If all else fails, and evolutions aren’t available, you can instead fuse a couple of balls together in a more hotch-potch way. You may risk creating a bastardized ball that nerfs previous effects, but at least it frees up another slot to try something else. Sometimes, you can create something so devastating that a boss is pounded into the dirt by just three or four shots, and you warily scan the end-of-level DPS report for future reference.
There’s a lottery element to upgrades — you can reroll for different options, at a gradually increased cost, paid for by gold you collect during each stage — but Ball x Pit tends to lean into existing passive abilities, and to a lesser extent main attack balls, to synergize with your character’s unique abilities and current loadout.
Hate x enjoy
At first, I couldn’t care less for the world-building elements of Ball x Pit. You start with a patch of land on which to farm, create homes to unlock new characters, and develop buildings for new abilities.
Initially, it feels like cute but unnecessarily complicated post-fight busy work. It lacks the immediate incentivization and simplicity found in the camp from Devolver’s stablemate (and 2022 indie GOTY) Cult of the Lamb; it doesn’t help that the only way to build and reap is to send your characters out like Breakout balls, giving you progress bars and items for everything they bounce off.
You constantly find yourself moving buildings to create safe, optimal bouncing strategies — most of the time, you’ll shape buildings into horseshoes to ensure you complete the two or three things you need the most. However, once you realize what these structures can unlock, like extra ability slots, or the ability to run two characters at once, those underlying problems are reduced to a low level.
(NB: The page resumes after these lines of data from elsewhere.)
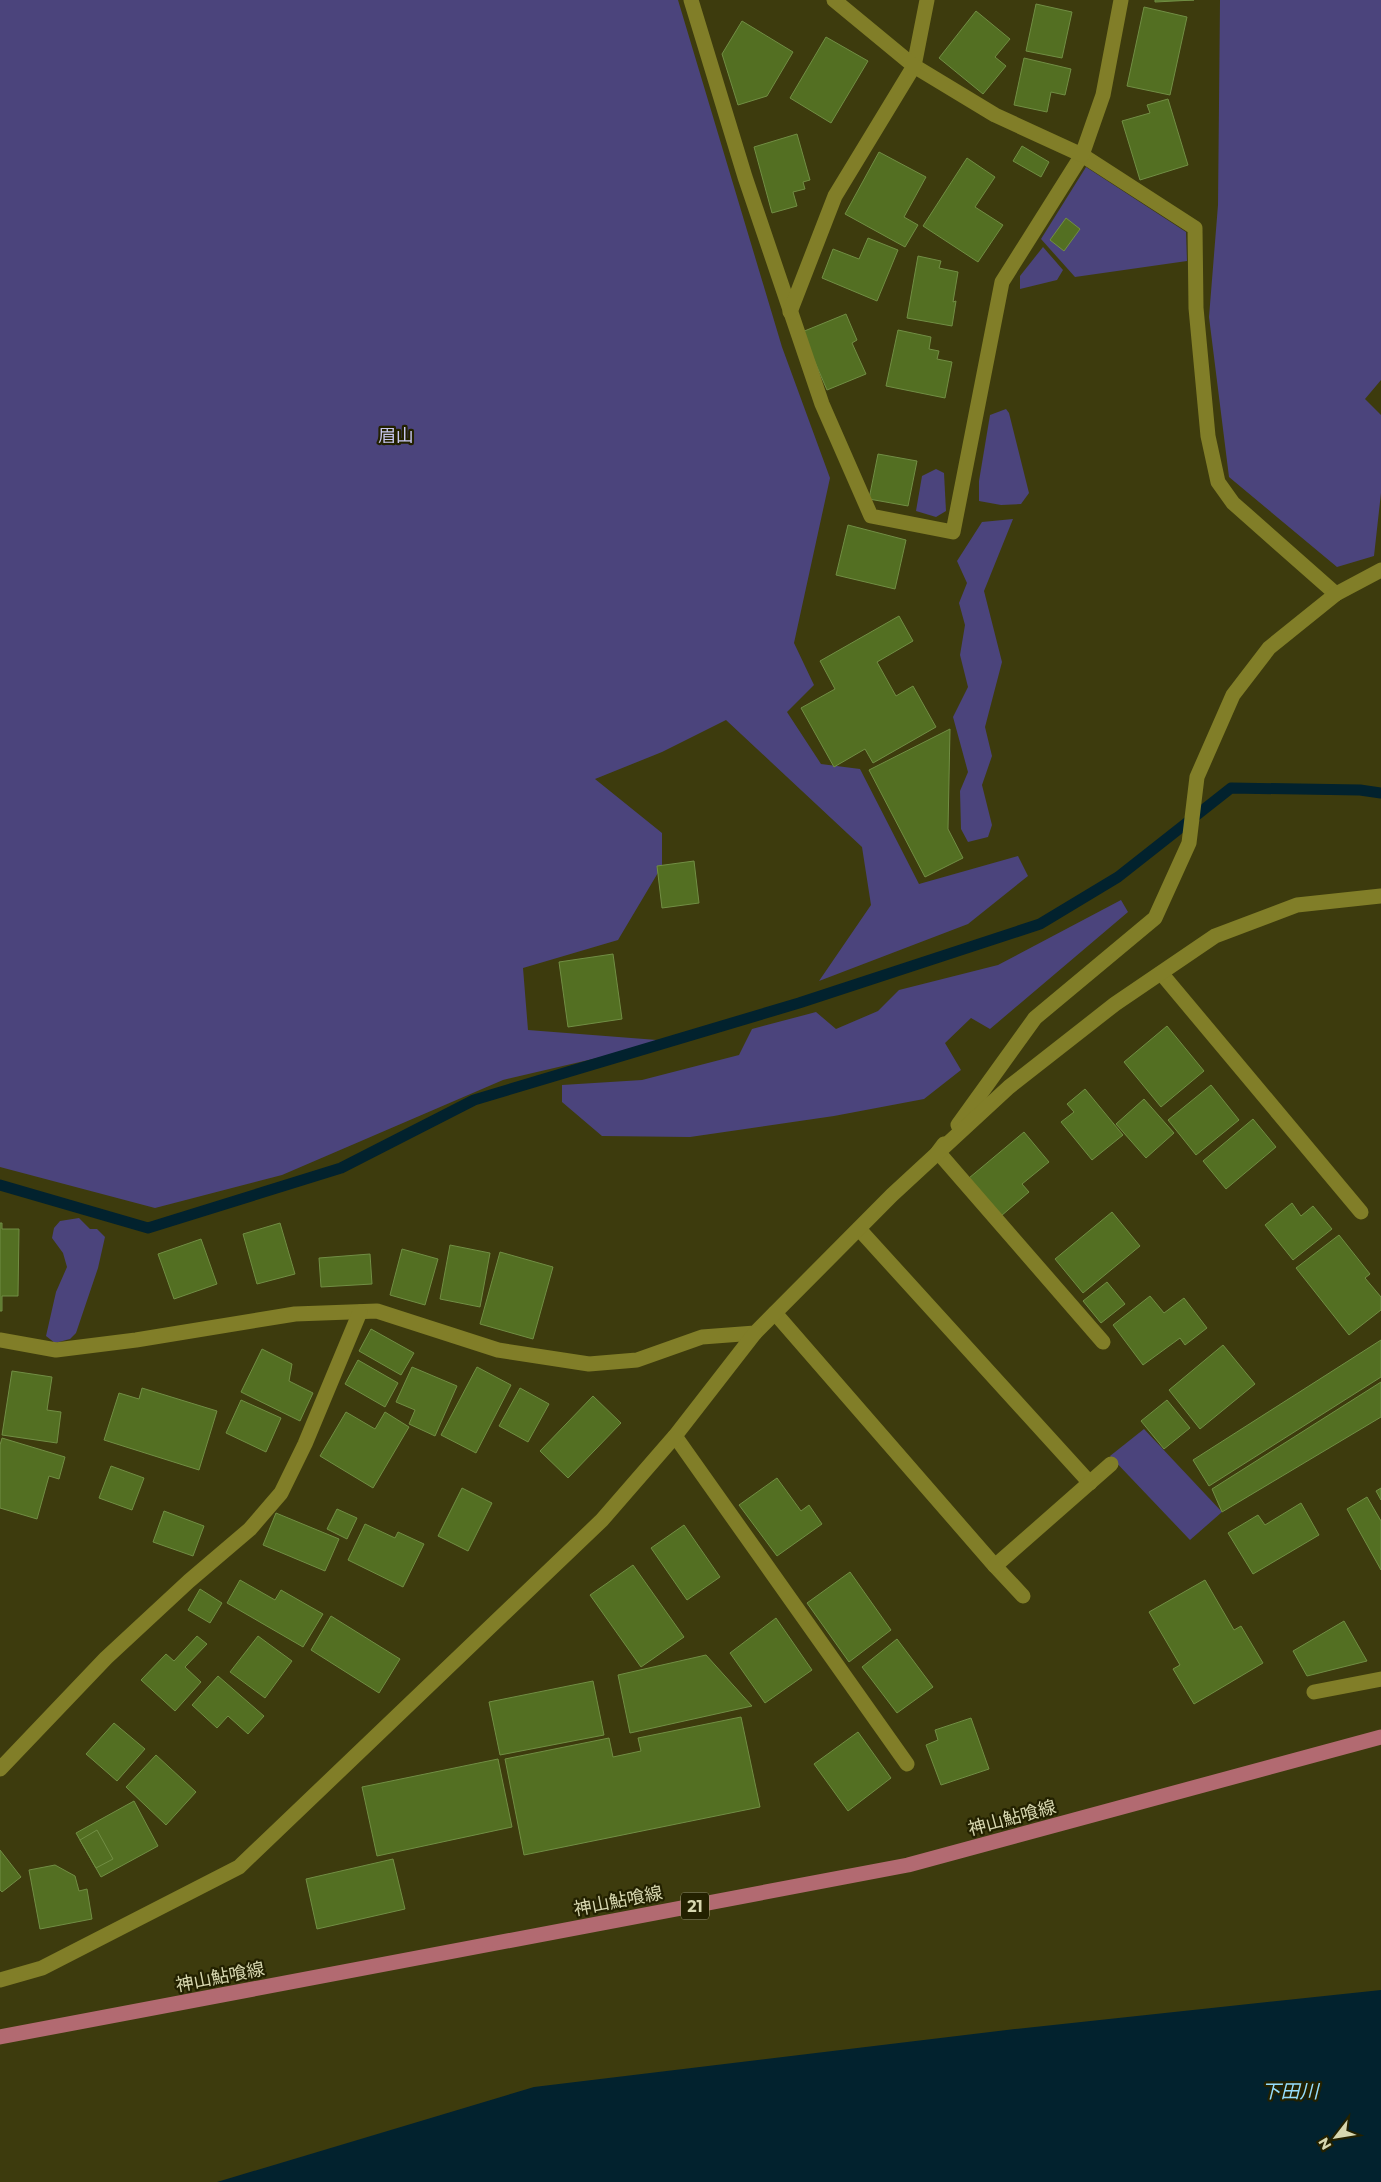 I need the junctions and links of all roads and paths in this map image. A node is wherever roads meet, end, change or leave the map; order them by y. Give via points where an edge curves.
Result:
1 (691, 0) edge
2 (834, 0) edge
3 (927, 0) edge
4 (1121, 0) edge
5 (914, 66) junction
6 (1082, 155) junction
7 (790, 312) junction
8 (1381, 570) edge
9 (1336, 594) junction
10 (1381, 896) edge
11 (1161, 973) junction
12 (938, 1152) junction
13 (1361, 1212) dead end
14 (858, 1229) junction
15 (360, 1312) junction
16 (775, 1313) junction
17 (756, 1333) junction
18 (0, 1340) edge
19 (1102, 1342) dead end
20 (675, 1436) junction
21 (1111, 1464) dead end
22 (1090, 1483) junction
23 (995, 1566) junction
24 (1023, 1596) dead end
25 (1381, 1679) edge
26 (1314, 1692) dead end
27 (1381, 1737) edge
28 (907, 1764) dead end
29 (0, 1769) edge
30 (0, 1980) edge
31 (0, 2037) edge

1 - 7 street
2 - 5 street
3 - 5 street
4 - 6 street via 1103,95
5 - 6 street via 995,115
5 - 7 street via 835,196
6 - 7 street via 1002,282 953,532 871,516 822,404
6 - 9 street via 1195,228 1197,318 1208,436 1218,482 1233,503
8 - 9 street
9 - 12 street via 1269,648 1233,695 1197,777 1189,843 1155,918 1035,1018
10 - 11 street via 1297,906 1215,936
11 - 12 street via 1115,1004 1009,1086
11 - 13 street
12 - 14 street
12 - 19 street
14 - 16 street
14 - 22 street
15 - 17 street via 377,1311 498,1350 589,1364 637,1360 702,1337
15 - 18 street via 295,1314 56,1350
15 - 29 street via 281,1493 250,1529 106,1658
16 - 17 street
16 - 23 street
17 - 20 street
20 - 28 street
20 - 30 street via 602,1520 239,1867 42,1968
21 - 22 street
22 - 23 street
23 - 24 street
25 - 26 street
27 - 31 main road, 神山鮎喰線 / 21 via 908,1866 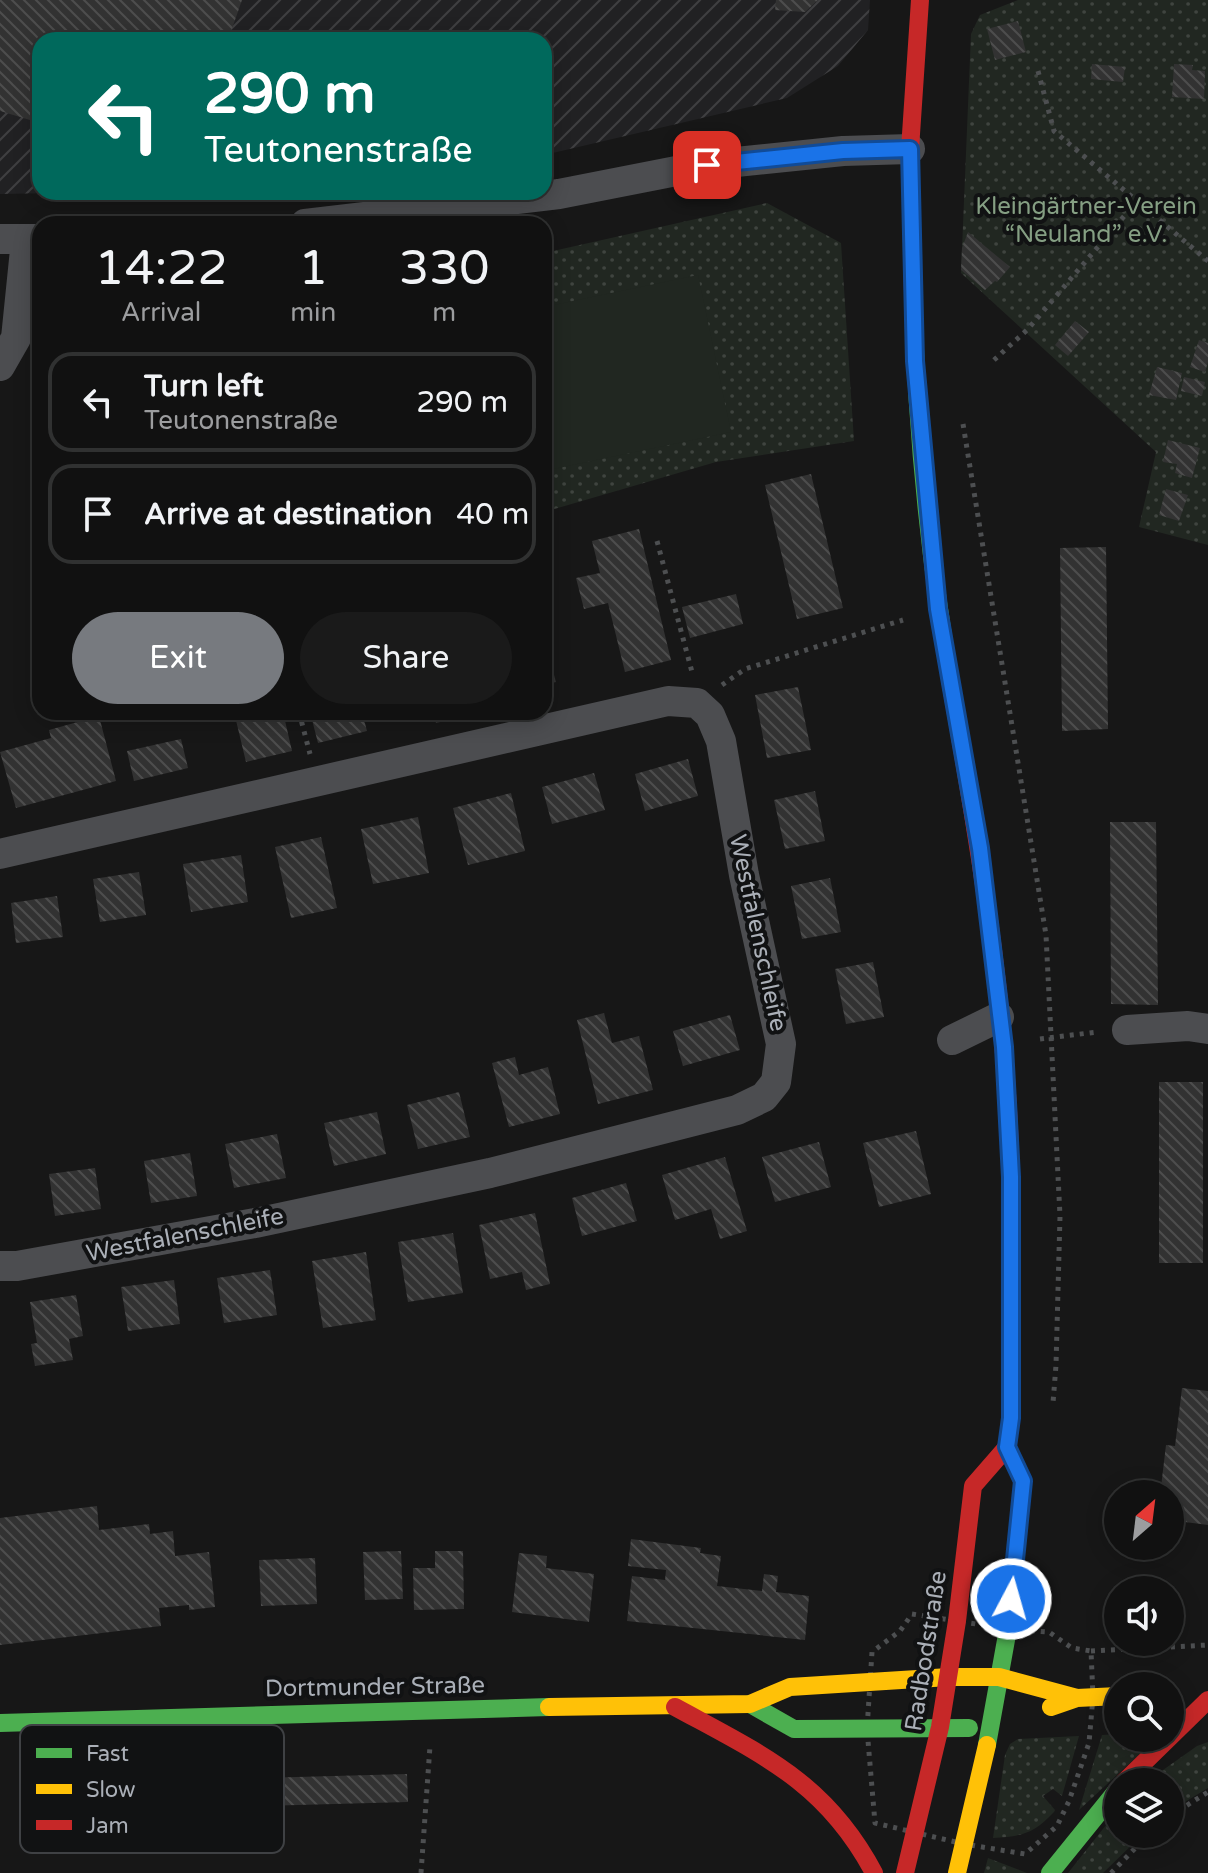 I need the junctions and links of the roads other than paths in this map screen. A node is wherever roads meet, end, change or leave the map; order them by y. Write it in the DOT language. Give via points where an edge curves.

Ball x Pit will throw up a couple of levels that demand much more than just high character levels (I hit a major wall at stage 4), so you start to see your township as empowering, rather than a necessary evil.
Must x play
Ball x Pit will turn a few people away within the first few runs due to its unique but odd approach, effectively offering 1.5 games in a roguelike genre that tends to thrive with much simpler propositions.
Still, it does everything else brilliantly. Its art style is simple but evocative, bringing its weird enemies to life with a strong soundtrack, smooth visuals, simple iconography, and a subtle sense of humor. The balance of weaponry is a feat in itself — no ball or passive ability is inherently good or bad, and they constantly reward new ideas, especially in tandem with Ball x Pit’s cast of increasingly strange playable characters, who boast their own abilities, even if you’ll try half of them once and never bother again.
Sure, the storyline is essentially non-existent, and is probably the only thing that deserved a little more time, but for purists, Ball x Pit is unmissable. For everyone else, it’s a must-try experience.